The HAVING clause filters groups after aggregation has occurred. It operates on the output of GROUP BY, applying conditions to aggregate values that do not exist until grouping is complete.

Before this GROUP BY

HAVING filters groups after aggregation is complete. It decides which grouped results survive into the output.

You're querying a database with 62 customers and several hundred orders. The product team wants to identify repeat buyers — anyone who placed more than three orders. Getting there takes two steps: count orders per customer with GROUP BY, then keep only the groups where that count exceeds three. That second step is HAVING's job. You can't do it with WHERE, because WHERE runs before grouping starts, before any counts exist. HAVING runs after GROUP BY, when the aggregate values are ready to filter on.

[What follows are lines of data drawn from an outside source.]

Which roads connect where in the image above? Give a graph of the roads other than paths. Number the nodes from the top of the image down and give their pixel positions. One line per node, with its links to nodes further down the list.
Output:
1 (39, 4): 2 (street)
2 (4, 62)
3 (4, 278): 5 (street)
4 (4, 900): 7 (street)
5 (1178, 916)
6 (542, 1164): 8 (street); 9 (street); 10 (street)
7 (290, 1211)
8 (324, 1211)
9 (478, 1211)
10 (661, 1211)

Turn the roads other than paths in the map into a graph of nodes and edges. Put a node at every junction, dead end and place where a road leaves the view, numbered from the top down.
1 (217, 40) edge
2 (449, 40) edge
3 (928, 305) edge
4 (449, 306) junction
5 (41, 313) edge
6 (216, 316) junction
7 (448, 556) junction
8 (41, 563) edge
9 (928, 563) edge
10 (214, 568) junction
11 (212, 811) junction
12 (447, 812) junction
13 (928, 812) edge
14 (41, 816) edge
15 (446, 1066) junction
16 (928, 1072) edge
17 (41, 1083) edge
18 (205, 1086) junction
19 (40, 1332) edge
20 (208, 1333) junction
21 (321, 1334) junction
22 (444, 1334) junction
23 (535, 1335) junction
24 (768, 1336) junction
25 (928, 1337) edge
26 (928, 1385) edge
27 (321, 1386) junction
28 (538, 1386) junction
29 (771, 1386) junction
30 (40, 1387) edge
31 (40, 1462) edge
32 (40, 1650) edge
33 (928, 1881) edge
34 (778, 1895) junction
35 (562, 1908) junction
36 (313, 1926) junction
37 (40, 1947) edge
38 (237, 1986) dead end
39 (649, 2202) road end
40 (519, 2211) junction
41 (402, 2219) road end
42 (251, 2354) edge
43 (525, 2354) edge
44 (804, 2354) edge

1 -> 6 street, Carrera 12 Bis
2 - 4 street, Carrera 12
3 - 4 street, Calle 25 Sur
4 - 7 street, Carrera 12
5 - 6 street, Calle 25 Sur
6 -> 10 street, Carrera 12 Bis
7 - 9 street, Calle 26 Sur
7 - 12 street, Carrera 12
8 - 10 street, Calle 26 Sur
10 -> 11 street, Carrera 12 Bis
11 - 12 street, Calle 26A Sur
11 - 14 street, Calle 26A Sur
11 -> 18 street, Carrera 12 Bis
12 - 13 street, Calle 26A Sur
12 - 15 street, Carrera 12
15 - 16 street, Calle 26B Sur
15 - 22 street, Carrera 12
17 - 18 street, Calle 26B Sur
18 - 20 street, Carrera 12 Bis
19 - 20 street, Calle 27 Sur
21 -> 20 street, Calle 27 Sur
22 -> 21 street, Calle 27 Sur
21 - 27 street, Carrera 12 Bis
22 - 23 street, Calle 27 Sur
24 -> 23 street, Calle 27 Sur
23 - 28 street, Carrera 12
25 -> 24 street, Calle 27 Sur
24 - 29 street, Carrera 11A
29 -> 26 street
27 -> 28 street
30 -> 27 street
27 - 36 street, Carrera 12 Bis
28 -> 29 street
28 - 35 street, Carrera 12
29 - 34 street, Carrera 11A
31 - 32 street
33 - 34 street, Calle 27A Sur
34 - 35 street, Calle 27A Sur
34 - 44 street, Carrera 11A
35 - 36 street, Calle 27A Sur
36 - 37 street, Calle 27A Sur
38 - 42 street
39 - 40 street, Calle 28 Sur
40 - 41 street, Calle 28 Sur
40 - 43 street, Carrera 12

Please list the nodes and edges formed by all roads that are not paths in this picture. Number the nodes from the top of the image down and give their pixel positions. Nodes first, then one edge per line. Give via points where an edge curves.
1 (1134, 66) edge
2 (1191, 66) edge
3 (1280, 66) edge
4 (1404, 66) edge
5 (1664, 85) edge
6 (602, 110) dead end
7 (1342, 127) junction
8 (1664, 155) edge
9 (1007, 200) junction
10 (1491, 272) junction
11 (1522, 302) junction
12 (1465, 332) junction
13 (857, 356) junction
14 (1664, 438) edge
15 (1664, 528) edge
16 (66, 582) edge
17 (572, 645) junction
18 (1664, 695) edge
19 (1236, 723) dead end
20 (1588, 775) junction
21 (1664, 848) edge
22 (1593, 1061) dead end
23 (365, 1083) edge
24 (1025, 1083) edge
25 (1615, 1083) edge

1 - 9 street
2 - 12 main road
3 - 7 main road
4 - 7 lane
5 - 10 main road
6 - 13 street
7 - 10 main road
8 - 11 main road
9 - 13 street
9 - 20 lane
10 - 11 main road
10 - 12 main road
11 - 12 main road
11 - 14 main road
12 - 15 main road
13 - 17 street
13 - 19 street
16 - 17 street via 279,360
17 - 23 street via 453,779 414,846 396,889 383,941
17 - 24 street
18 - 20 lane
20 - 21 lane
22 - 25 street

The division is: WHERE filters individual rows going into the aggregation; HAVING filters groups coming out of it.

Here's what the repeat-buyer query looks like:

SELECT customer_id, COUNT(*) AS order_count
FROM orders
GROUP BY customer_id
HAVING COUNT(*) > 3

SQL groups orders by customer, counts the rows in each group, and HAVING removes any group where the count is 3 or under. Only repeat buyers reach the output.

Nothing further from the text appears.